As reported in Newsday (archived link):
NY lawmakers nearing agreement to amend concealed-carry law
ALBANY — Gov. Kathy Hochul and legislative leaders were finalizing an agreement Monday to amend New York’s concealed-weapons permitting process — adding 15-20 hours of training, including live-fire practice, for example — when the State Legislature convenes Thursday.
Lawmakers are planning to return to the State Capitol for an “extraordinary session” to address a U.S. Supreme Court decision last week striking down the state’s century-old concealed-carry law. The court effectively said New York’s criteria for issuing permits was too subjective.
[…]
Some of the terms being discussed include “live-fire training,” which the state doesn’t mandate now for a concealed-weapon permit, a source said. Applicants also might be required to complete an in-person interview with a licensing agent.
New York, which until today, did not require privileged concealed carry permit holders (such as Donald Trump) to get 15-20 hours of training or live-fire practice, is now requiring those suddenly because the poors and the rubes and the blacks and the browns are about to exercise their constitutionally-protected rights. My state’s leaders are so alarmed by the prospect of equality and the loss of control over the people that they are convening an “extraordinary session” to ruminate and legislate new ways to infringe upon and prevent everyone from exercising their rights.
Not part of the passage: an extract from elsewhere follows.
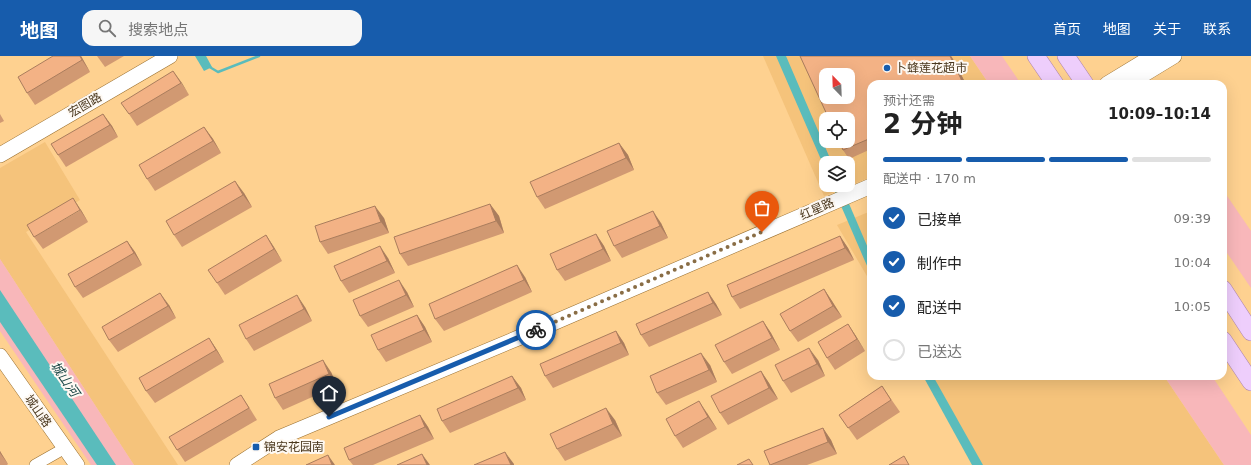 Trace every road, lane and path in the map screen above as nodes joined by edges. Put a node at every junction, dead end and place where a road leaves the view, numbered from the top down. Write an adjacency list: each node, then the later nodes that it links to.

“Want a permit? Sure, meet in-person with a licensing agent. Sorry, our next available appointment is 8 months out and you will need to drive 120 miles to it.”
Everything they are going to do now is squarely aimed at raising the costs – both money and time – required to exercise our pre-existing rights that were selectively granted to the wealthy and well-connected.
In reaction, the governor and leaders of the Senate and Assembly were planning to change the law in two major ways: Adding some objective requirements, such as a minimum amount of training and a background check, and detailing a list of “sensitive areas,” such as public transit, where concealed weapons would be outlawed.
[…]
Sensitive areas might include transportation hubs, courts, schools, playgrounds, libraries, municipally owned stadiums and any place serving alcohol.
[…]
The governor indicated lawmakers want to give private businesses the authority to keep guns off their premises. Sources said businesses would have to affirmatively “opt in” to declare they are allowing guns. The default position would be for businesses to prohibit guns.
“We’re going to have sensitive places identified, where you cannot bring guns. It will not be on subways. It will not be on buses,” Hochul told reporters Monday. “We’re going to have a whole host of places restricted.”
There you have it. New York Democrats, licking their wounds, are going to create yet another patchwork of sensitive places to ensnare decent, harmless people in legal trouble. There have been a whole host of violent incidents to prove that gun-free zones, unless augmented with security screening, absolutely don’t work. And even when there’s security screening, there’s a solid chance that guns will make it through, as we have seen in repeated failed audits of the Transportation Security Administration (TSA).
The opt-in requirement for businesses is intended to force them to advertise themselves as Second Amendment-friendly businesses, thus inviting boycotts from the overabundant hoplophobes in this state.
Even though NYSRPA v. Bruen ruling sets a new judicial standard in evaluating legislative and executive infringements, we cannot underestimate the Dr. Seuss-like creativity of the anti-Rights crowd:
Not in a shop,
Not at a bus stop,
Not in a bar,
Not in your car…
Each of those infringements will entail continued battles.